Activity:
Copy each line containing "سيجر" from the listing below.
____ Data listing
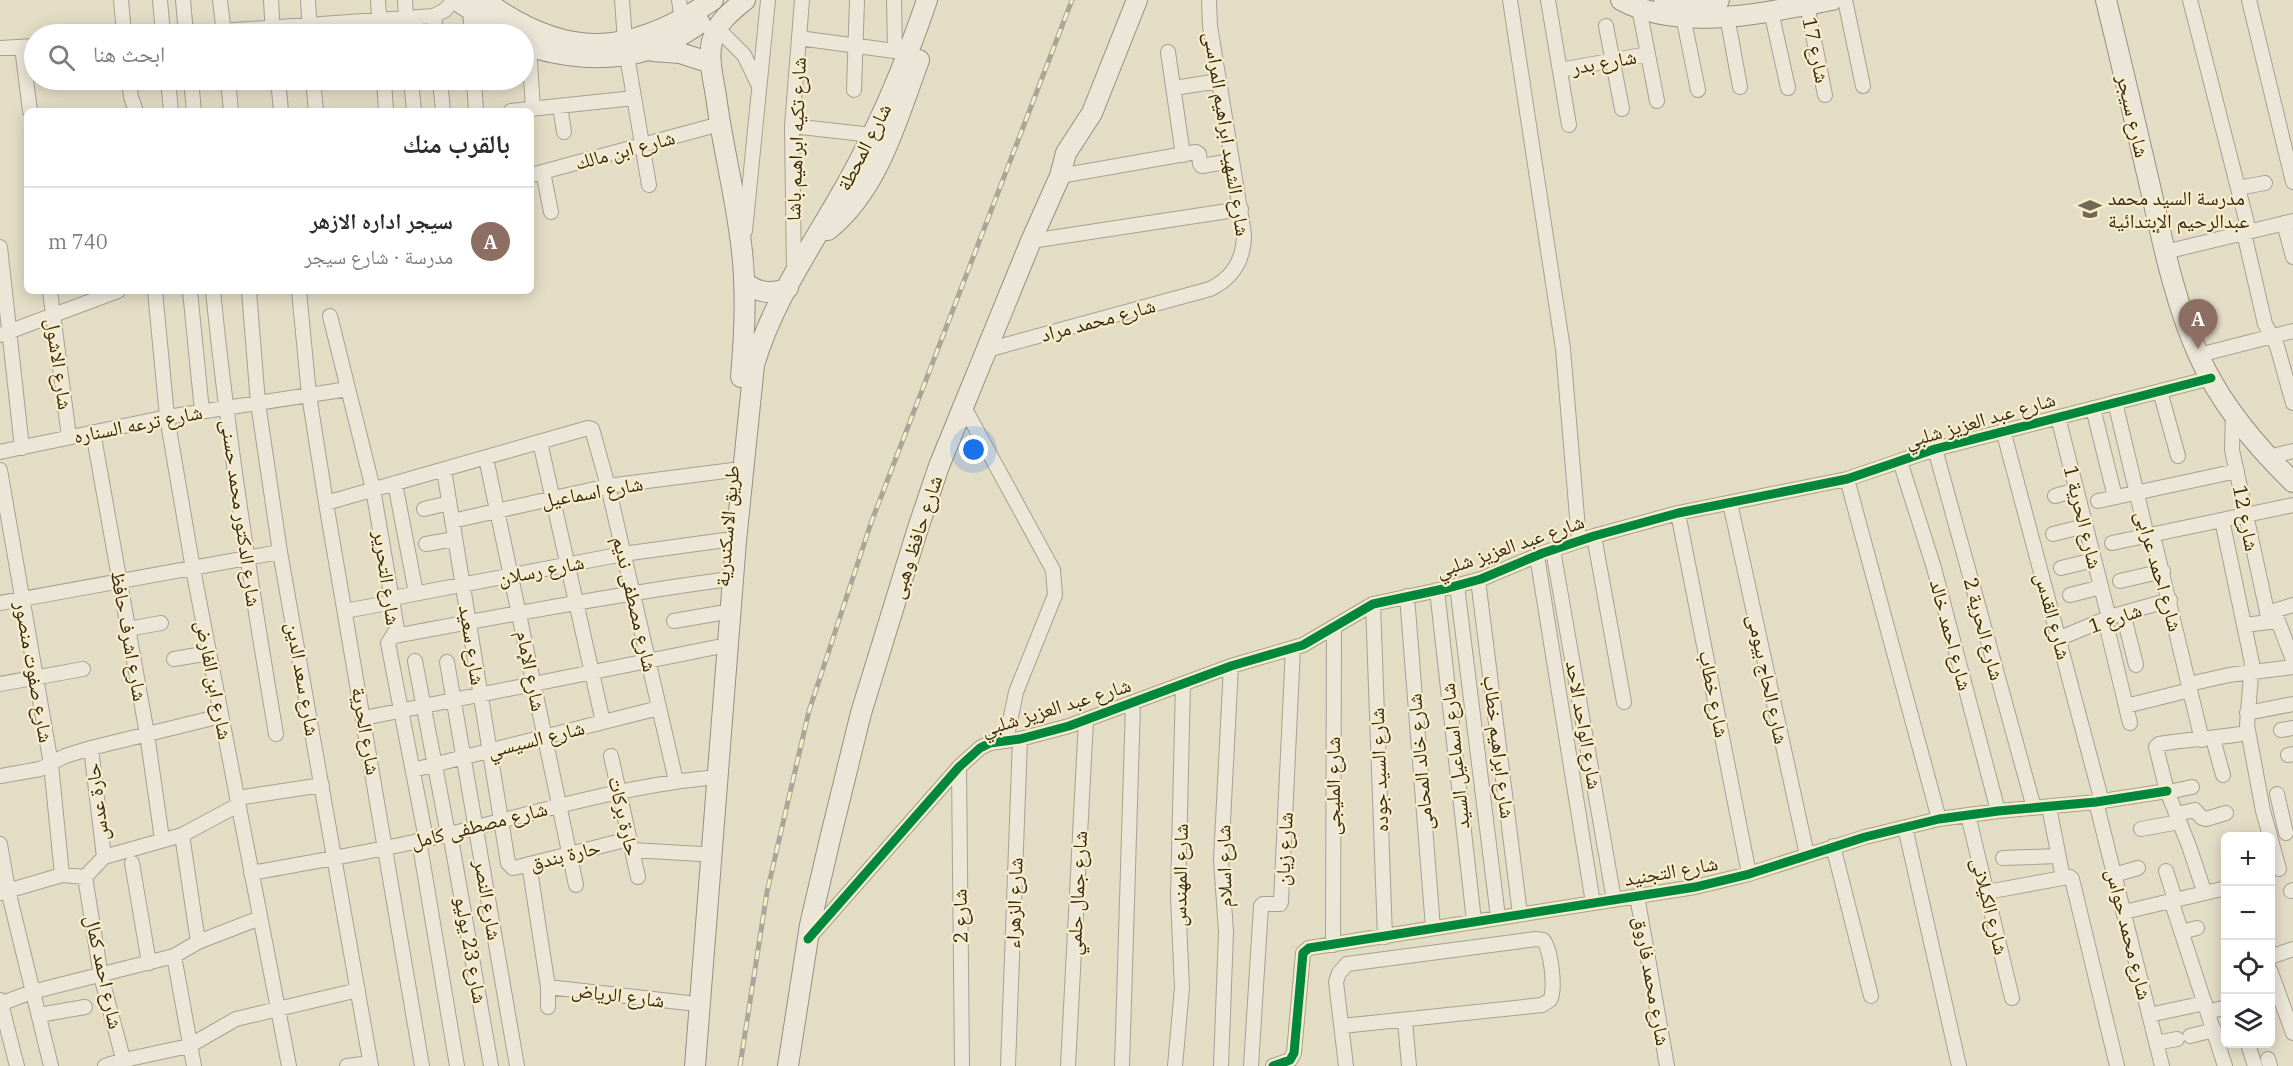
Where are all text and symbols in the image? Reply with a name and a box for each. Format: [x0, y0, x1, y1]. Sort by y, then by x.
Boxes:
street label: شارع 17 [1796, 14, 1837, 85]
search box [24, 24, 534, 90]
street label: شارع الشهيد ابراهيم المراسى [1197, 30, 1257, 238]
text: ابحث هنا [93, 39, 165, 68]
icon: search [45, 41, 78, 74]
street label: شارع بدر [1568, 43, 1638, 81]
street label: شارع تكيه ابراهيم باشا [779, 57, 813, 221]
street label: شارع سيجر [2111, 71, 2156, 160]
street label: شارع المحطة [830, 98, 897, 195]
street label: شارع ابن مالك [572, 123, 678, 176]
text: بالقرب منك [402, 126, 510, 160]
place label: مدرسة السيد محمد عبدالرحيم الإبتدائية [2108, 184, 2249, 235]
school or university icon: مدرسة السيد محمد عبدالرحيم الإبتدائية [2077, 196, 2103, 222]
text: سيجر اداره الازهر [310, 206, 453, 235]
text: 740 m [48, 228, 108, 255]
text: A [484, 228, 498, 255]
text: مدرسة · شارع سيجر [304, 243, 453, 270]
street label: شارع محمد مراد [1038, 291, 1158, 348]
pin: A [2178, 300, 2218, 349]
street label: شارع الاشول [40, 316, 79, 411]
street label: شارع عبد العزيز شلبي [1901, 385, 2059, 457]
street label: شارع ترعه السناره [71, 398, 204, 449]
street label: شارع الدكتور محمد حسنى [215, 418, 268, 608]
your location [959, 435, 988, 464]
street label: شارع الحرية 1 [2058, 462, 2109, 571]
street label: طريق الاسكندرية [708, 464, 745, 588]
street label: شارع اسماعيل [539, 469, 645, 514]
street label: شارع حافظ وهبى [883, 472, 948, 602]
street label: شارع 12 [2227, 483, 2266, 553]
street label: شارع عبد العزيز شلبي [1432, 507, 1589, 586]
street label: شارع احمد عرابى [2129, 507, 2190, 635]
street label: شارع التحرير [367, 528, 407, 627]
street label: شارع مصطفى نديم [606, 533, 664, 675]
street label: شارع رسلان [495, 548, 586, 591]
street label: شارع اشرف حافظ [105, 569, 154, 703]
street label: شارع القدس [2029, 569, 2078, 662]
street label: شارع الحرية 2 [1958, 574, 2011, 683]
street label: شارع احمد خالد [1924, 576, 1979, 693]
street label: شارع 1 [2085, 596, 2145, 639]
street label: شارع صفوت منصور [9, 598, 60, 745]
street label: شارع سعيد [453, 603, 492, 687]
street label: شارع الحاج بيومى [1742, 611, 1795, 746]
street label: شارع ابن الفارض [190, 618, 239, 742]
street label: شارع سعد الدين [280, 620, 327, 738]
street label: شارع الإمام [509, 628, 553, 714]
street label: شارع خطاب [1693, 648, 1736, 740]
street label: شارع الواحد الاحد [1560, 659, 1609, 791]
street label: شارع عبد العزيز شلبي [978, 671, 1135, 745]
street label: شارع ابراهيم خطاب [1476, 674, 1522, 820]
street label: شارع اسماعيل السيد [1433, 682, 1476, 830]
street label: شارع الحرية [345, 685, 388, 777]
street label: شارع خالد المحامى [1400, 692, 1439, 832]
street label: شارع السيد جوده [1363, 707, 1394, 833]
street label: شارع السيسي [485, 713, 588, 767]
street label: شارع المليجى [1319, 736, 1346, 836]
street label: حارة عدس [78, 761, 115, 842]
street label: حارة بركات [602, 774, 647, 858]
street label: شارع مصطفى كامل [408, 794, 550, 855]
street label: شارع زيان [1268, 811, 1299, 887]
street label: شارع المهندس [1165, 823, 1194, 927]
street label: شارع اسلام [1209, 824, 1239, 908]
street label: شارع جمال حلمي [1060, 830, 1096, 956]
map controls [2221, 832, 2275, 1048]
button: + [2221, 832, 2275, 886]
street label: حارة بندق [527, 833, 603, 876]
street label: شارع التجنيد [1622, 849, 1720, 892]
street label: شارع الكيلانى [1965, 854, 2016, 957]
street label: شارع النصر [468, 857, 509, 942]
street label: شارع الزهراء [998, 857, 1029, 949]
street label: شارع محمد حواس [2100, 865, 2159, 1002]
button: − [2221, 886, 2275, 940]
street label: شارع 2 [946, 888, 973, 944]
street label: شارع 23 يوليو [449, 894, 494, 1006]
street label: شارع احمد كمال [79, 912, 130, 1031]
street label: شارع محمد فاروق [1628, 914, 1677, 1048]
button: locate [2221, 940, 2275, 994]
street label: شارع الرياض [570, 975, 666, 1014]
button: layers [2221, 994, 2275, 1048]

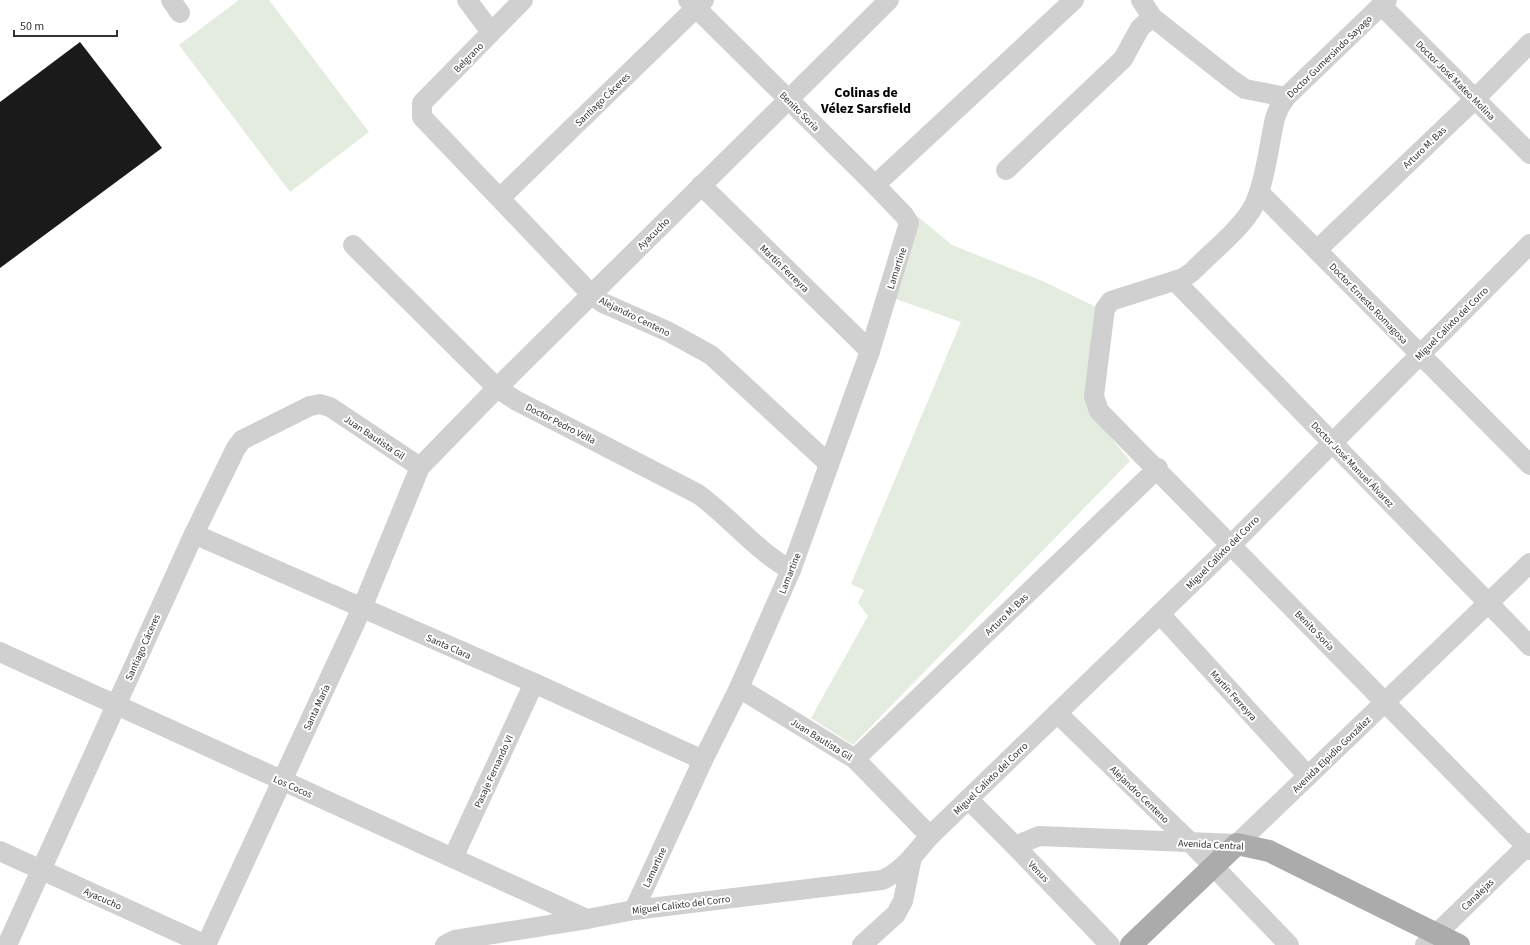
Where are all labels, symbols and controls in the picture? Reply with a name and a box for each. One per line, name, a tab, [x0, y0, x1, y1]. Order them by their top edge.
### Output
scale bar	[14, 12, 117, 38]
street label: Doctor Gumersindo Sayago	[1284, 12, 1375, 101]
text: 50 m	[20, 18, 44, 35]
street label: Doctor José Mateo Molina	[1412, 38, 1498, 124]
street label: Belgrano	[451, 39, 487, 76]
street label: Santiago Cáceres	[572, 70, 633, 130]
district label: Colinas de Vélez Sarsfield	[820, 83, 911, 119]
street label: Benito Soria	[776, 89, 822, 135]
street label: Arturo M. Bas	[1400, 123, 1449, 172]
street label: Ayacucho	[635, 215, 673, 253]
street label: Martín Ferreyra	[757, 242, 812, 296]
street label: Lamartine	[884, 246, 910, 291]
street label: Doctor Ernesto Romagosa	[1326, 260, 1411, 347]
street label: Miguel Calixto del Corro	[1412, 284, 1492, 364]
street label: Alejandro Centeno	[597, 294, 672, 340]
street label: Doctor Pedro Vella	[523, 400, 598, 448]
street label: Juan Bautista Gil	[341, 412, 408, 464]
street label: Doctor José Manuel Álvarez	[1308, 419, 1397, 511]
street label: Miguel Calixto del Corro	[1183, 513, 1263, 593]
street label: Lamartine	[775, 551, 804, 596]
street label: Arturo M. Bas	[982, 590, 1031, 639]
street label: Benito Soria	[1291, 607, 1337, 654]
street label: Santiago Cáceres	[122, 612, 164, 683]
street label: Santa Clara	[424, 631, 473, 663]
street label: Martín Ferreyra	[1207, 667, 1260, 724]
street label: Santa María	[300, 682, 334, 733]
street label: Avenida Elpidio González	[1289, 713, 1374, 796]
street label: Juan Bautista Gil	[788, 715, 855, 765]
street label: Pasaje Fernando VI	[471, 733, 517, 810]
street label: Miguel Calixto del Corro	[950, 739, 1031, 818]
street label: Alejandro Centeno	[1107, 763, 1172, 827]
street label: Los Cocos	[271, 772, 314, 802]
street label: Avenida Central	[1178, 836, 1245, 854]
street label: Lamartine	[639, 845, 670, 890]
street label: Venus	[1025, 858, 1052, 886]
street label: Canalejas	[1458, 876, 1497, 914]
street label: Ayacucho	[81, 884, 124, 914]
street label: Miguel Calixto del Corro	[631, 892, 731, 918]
________
Exercise solution:
street label: شارع سيجر [2111, 71, 2156, 160]
text: سيجر اداره الازهر [310, 206, 453, 235]
text: مدرسة · شارع سيجر [304, 243, 453, 270]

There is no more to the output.